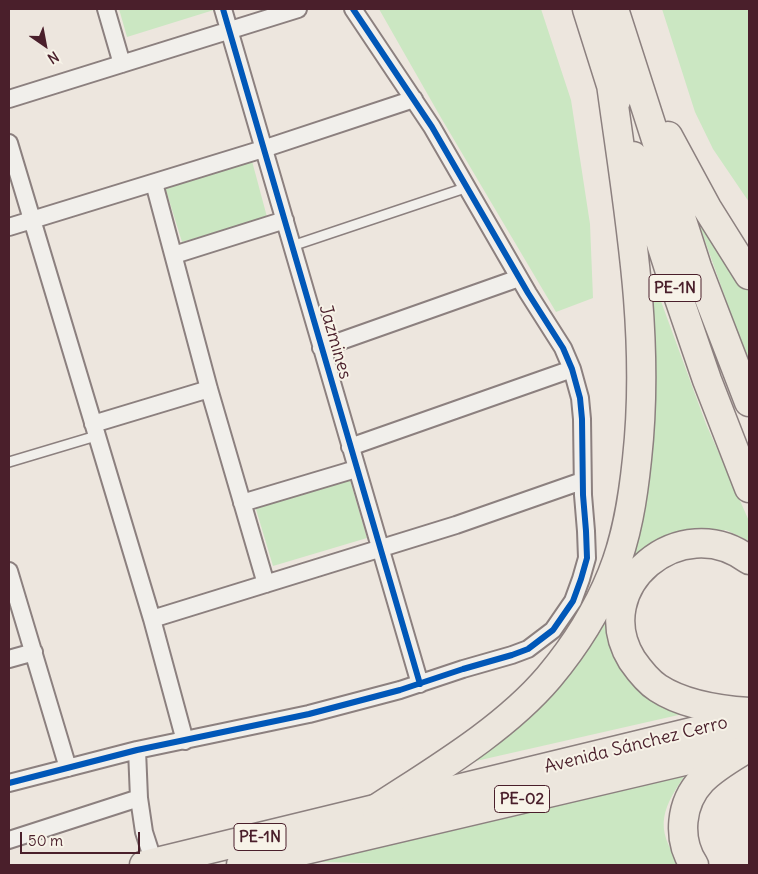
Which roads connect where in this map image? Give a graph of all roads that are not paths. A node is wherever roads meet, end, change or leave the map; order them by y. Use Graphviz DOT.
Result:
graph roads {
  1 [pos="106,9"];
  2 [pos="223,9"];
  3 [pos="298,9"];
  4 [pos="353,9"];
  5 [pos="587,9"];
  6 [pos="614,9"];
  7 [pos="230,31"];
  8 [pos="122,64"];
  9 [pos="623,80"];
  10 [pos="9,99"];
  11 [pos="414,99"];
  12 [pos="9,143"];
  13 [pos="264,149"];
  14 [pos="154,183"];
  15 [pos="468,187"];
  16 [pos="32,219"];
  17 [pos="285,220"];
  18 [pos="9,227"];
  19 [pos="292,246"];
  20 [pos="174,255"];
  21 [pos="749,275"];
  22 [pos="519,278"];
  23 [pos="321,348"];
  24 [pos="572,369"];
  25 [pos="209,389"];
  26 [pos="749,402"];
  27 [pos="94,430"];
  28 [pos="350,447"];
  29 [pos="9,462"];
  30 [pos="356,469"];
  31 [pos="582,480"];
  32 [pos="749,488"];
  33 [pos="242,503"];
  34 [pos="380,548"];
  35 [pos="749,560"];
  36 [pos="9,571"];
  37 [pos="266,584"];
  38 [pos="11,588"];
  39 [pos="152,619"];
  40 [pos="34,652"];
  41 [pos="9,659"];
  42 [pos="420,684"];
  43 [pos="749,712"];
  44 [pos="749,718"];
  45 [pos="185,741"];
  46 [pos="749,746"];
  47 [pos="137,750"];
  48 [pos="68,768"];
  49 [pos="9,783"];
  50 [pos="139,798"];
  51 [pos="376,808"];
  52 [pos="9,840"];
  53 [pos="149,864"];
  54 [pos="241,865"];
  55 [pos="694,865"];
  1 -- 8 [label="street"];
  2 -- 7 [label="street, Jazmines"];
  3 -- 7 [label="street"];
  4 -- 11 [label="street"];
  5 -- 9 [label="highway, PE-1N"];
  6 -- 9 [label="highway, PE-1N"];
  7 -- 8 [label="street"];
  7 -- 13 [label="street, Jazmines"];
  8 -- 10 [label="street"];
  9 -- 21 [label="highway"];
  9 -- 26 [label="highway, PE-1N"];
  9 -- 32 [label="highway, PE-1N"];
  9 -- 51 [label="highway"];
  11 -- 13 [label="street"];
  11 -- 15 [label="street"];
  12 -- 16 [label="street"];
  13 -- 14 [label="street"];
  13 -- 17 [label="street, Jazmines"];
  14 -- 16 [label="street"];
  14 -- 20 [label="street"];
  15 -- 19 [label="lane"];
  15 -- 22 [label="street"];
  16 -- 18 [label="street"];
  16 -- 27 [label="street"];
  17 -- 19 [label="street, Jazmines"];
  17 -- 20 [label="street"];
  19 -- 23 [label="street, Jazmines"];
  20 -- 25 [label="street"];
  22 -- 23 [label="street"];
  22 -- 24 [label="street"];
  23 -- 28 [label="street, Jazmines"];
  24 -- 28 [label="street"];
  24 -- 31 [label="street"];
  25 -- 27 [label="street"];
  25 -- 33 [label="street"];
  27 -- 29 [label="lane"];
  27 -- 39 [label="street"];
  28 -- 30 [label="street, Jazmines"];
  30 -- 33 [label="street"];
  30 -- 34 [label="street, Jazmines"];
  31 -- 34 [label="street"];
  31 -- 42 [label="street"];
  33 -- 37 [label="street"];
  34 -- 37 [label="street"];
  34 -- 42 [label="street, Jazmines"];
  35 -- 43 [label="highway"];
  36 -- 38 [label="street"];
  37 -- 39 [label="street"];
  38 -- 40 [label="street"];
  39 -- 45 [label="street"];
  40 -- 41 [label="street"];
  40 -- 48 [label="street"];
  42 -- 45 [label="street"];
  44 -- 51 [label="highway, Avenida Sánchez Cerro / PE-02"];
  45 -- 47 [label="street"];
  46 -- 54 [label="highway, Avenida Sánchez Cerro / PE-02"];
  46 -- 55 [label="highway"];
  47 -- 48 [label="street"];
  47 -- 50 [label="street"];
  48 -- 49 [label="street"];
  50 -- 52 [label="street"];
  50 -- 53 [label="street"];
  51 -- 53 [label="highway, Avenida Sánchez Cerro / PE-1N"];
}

WORK TASK: Only a number is expected here: the tally of lines above that contain "Cerro". Please write nothing more.

TASK OUTPUT: 3